▶ [Task goal]: What lines of the material below hold the string "춘천순환로"? Copy them out.
--- START ---
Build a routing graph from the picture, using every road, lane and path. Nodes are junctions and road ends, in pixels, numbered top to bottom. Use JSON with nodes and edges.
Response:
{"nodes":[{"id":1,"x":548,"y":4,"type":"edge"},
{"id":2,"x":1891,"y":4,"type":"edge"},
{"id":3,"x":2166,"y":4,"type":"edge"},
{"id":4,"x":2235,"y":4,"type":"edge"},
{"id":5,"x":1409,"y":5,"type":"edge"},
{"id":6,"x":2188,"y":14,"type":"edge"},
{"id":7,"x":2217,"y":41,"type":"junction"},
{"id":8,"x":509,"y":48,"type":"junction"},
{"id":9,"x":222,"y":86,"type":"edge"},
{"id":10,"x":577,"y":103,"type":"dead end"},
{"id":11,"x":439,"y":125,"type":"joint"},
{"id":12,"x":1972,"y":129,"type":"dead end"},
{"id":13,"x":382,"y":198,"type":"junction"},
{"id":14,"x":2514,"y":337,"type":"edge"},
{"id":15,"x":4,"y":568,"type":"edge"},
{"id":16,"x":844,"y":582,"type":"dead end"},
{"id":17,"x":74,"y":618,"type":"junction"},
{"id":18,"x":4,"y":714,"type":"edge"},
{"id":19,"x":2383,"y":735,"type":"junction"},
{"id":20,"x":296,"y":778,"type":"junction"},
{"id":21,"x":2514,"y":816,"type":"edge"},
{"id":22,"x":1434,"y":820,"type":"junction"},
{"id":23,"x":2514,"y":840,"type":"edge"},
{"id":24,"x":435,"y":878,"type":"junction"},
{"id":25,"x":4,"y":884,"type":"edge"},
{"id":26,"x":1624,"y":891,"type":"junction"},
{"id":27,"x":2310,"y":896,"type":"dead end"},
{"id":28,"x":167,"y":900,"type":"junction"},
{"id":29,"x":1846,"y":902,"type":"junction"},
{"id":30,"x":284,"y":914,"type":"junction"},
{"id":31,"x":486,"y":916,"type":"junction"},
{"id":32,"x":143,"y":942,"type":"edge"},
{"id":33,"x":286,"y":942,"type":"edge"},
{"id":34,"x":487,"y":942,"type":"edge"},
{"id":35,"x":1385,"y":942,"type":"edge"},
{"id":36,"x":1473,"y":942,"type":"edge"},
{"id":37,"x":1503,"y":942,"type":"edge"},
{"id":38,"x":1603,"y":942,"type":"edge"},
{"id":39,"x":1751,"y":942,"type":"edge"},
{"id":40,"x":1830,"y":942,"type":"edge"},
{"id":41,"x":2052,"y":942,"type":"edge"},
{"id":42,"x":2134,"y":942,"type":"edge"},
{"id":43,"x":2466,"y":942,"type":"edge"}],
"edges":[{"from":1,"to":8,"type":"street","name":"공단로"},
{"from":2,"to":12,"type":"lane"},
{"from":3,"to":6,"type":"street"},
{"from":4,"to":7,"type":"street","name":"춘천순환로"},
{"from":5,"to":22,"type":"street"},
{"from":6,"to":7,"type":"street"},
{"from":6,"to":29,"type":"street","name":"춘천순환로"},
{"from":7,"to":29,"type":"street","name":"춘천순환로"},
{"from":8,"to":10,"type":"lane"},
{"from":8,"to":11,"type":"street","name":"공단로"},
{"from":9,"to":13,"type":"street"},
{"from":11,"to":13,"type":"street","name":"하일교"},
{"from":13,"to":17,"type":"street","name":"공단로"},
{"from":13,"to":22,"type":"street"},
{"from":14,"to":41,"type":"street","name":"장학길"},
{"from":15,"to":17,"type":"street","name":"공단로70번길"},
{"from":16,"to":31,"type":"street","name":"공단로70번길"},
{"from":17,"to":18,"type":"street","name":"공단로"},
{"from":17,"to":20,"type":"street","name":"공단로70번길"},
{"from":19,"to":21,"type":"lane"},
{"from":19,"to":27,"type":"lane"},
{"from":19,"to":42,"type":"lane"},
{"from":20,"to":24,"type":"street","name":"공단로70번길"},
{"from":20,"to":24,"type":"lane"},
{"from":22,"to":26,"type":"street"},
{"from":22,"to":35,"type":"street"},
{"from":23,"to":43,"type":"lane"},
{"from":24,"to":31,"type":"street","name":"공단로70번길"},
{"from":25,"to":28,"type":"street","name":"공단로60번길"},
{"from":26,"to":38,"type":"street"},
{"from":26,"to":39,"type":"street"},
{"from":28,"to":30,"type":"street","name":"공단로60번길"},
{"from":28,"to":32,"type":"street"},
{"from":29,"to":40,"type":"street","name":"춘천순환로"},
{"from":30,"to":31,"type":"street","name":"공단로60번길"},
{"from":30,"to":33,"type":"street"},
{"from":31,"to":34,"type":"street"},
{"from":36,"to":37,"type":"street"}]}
--- END ---
▶ [Exercise solution]:
{"from":4,"to":7,"type":"street","name":"춘천순환로"},
{"from":6,"to":29,"type":"street","name":"춘천순환로"},
{"from":7,"to":29,"type":"street","name":"춘천순환로"},
{"from":29,"to":40,"type":"street","name":"춘천순환로"},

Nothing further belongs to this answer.